:: Your instructions ::
The entries below are to be given back exactly, with images excluded.
------------------------------
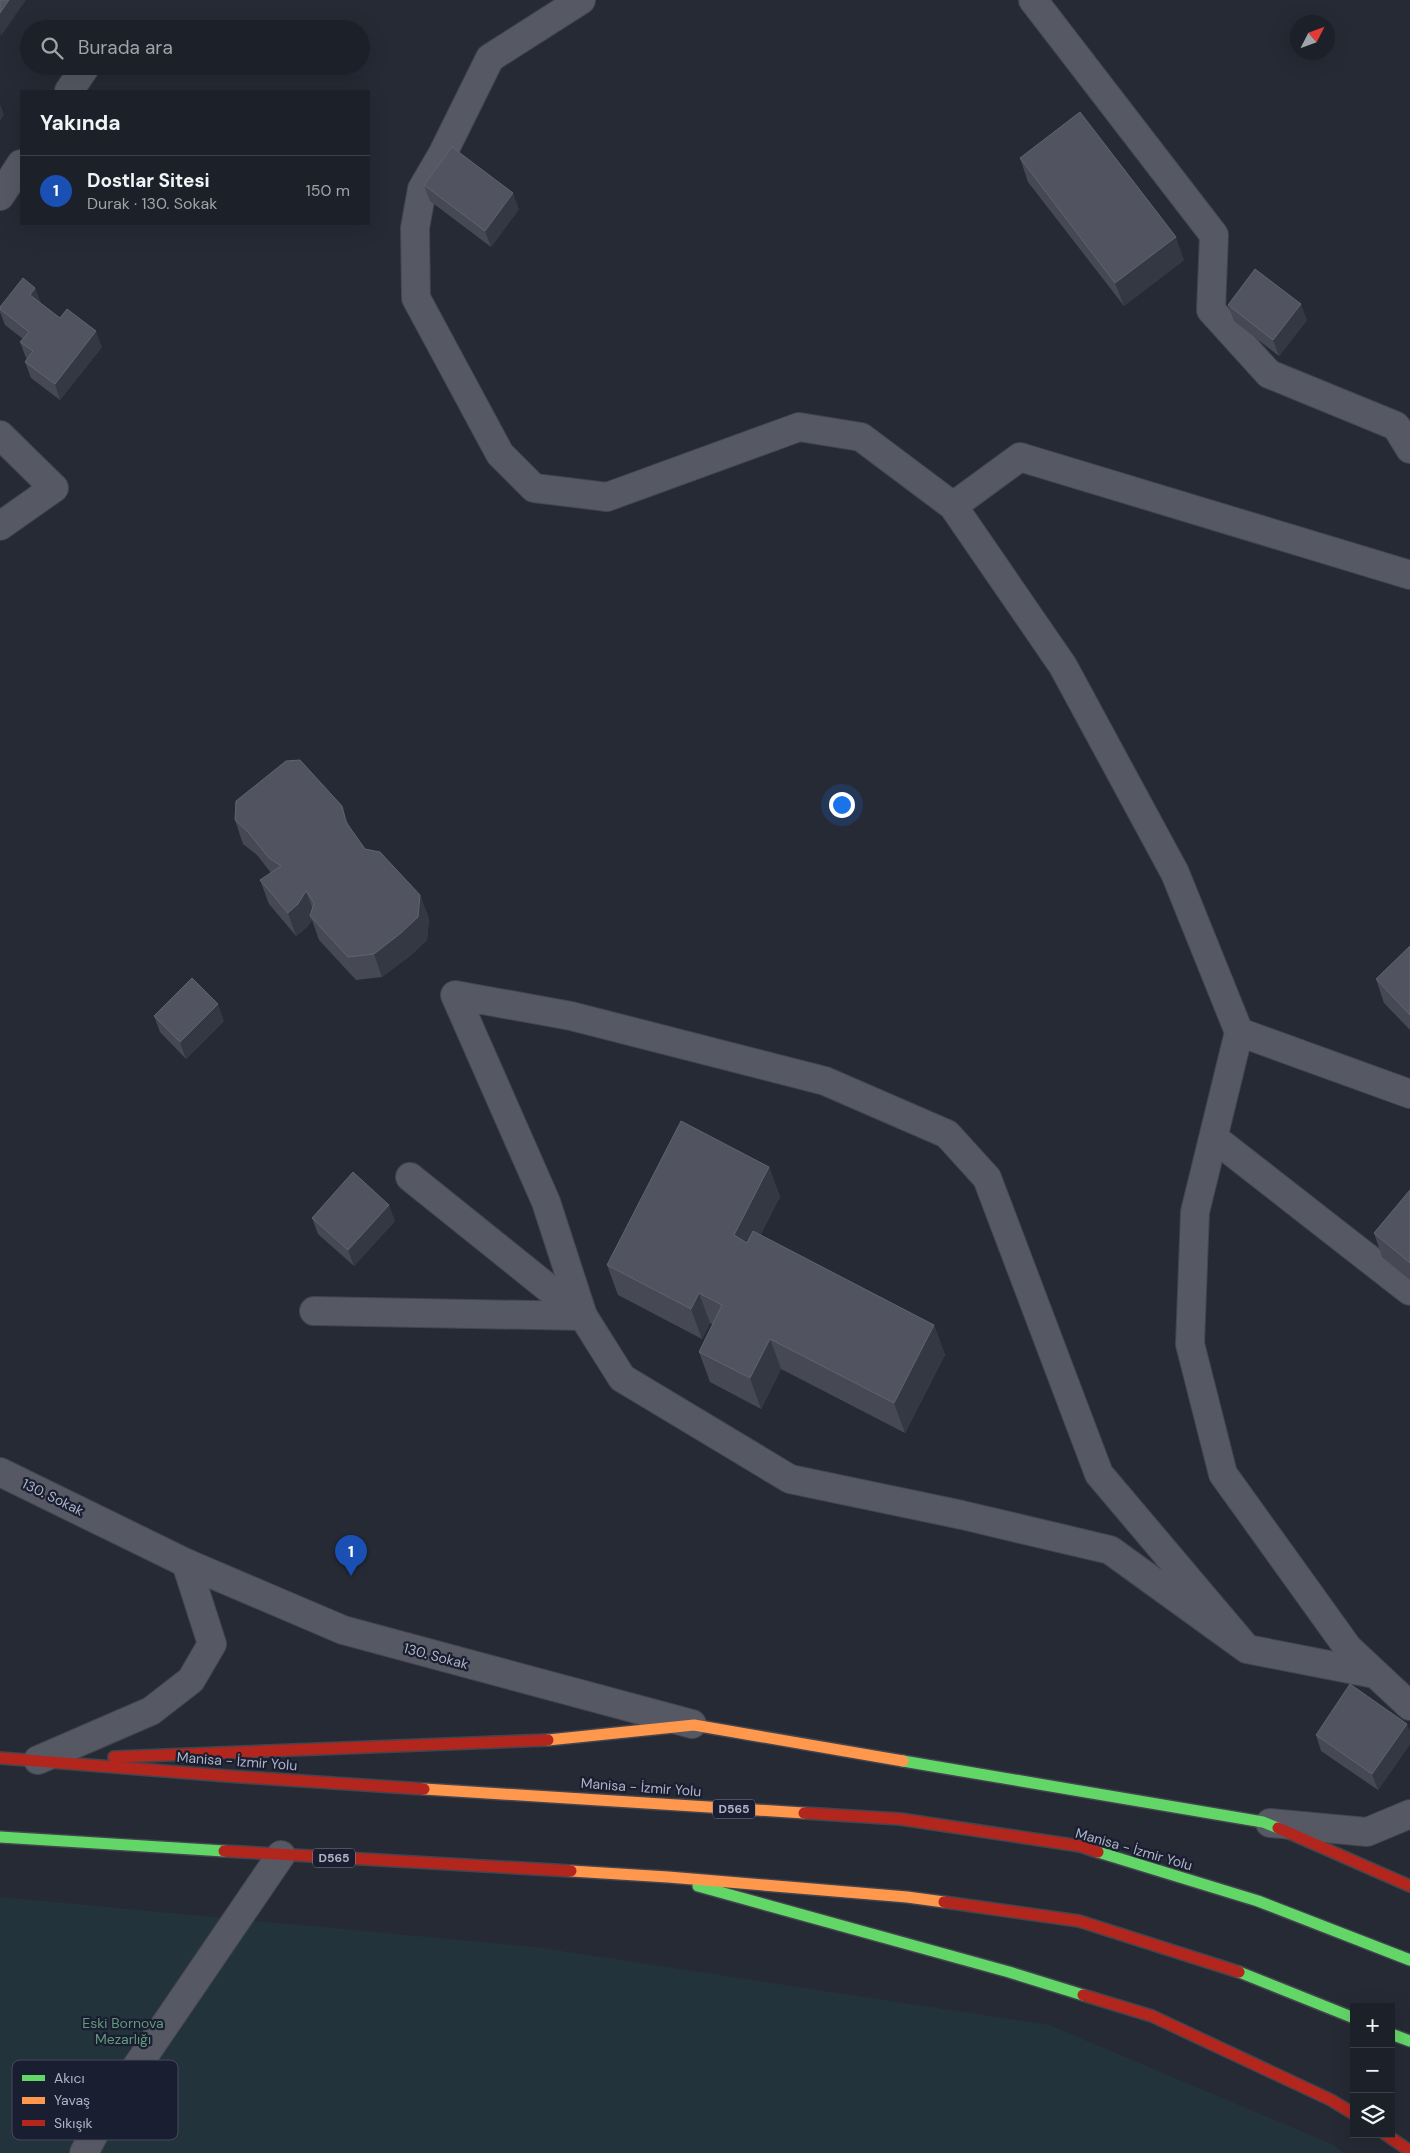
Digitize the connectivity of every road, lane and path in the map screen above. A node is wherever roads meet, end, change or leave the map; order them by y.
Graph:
1 (581, 0) edge
2 (1033, 0) edge
3 (80, 75) edge
4 (70, 90) edge
5 (20, 166) edge
6 (0, 196) edge
7 (0, 435) edge
8 (1410, 449) edge
9 (953, 506) junction
10 (0, 526) edge
11 (1410, 575) edge
12 (1240, 1032) junction
13 (1410, 1094) edge
14 (1214, 1138) junction
15 (410, 1177) dead end
16 (1410, 1291) edge
17 (314, 1311) dead end
18 (583, 1316) junction
19 (0, 1472) edge
20 (186, 1563) junction
21 (1247, 1649) junction
22 (1375, 1674) junction
23 (1410, 1706) edge
24 (694, 1724) junction
25 (0, 1758) edge
26 (38, 1760) junction
27 (1410, 1814) edge
28 (1263, 1822) junction
29 (0, 1837) edge
30 (281, 1856) junction
31 (668, 1877) junction
32 (1410, 1886) edge
33 (1410, 1960) edge
34 (1350, 2016) edge
35 (1395, 2036) edge
36 (1410, 2042) edge
37 (141, 2060) edge
38 (1350, 2112) edge
39 (1391, 2138) edge
40 (91, 2140) edge
41 (1410, 2151) edge
42 (84, 2153) edge

1 - 9 street
2 - 8 street
3 - 4 street
5 - 6 street
7 - 10 street
9 - 11 street
9 - 12 street
12 - 13 street
12 - 14 street
14 - 16 street
14 - 22 street
15 - 18 street
17 - 18 street
18 - 21 street
18 - 21 street
19 - 20 street, 130. Sokak
20 - 24 street, 130. Sokak
20 - 26 street
21 - 22 street
22 - 23 street
24 - 26 main road
24 - 28 main road
25 - 26 main road, Manisa - İzmir Yolu / D565
26 - 33 main road, Manisa - İzmir Yolu / D565
27 - 28 street
28 - 32 main road
29 - 30 main road, D565
30 - 31 main road, D565
30 - 37 street
31 - 34 main road, D565
31 - 38 main road
35 - 36 main road
39 - 41 main road
40 - 42 street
------------------------------
:: Answer space ::
Digitize the connectivity of every road, lane and path in the map screen above. A node is wherever roads meet, end, change or leave the map; order them by y.
Graph:
1 (581, 0) edge
2 (1033, 0) edge
3 (80, 75) edge
4 (70, 90) edge
5 (20, 166) edge
6 (0, 196) edge
7 (0, 435) edge
8 (1410, 449) edge
9 (953, 506) junction
10 (0, 526) edge
11 (1410, 575) edge
12 (1240, 1032) junction
13 (1410, 1094) edge
14 (1214, 1138) junction
15 (410, 1177) dead end
16 (1410, 1291) edge
17 (314, 1311) dead end
18 (583, 1316) junction
19 (0, 1472) edge
20 (186, 1563) junction
21 (1247, 1649) junction
22 (1375, 1674) junction
23 (1410, 1706) edge
24 (694, 1724) junction
25 (0, 1758) edge
26 (38, 1760) junction
27 (1410, 1814) edge
28 (1263, 1822) junction
29 (0, 1837) edge
30 (281, 1856) junction
31 (668, 1877) junction
32 (1410, 1886) edge
33 (1410, 1960) edge
34 (1350, 2016) edge
35 (1395, 2036) edge
36 (1410, 2042) edge
37 (141, 2060) edge
38 (1350, 2112) edge
39 (1391, 2138) edge
40 (91, 2140) edge
41 (1410, 2151) edge
42 (84, 2153) edge

1 - 9 street
2 - 8 street
3 - 4 street
5 - 6 street
7 - 10 street
9 - 11 street
9 - 12 street
12 - 13 street
12 - 14 street
14 - 16 street
14 - 22 street
15 - 18 street
17 - 18 street
18 - 21 street
18 - 21 street
19 - 20 street, 130. Sokak
20 - 24 street, 130. Sokak
20 - 26 street
21 - 22 street
22 - 23 street
24 - 26 main road
24 - 28 main road
25 - 26 main road, Manisa - İzmir Yolu / D565
26 - 33 main road, Manisa - İzmir Yolu / D565
27 - 28 street
28 - 32 main road
29 - 30 main road, D565
30 - 31 main road, D565
30 - 37 street
31 - 34 main road, D565
31 - 38 main road
35 - 36 main road
39 - 41 main road
40 - 42 street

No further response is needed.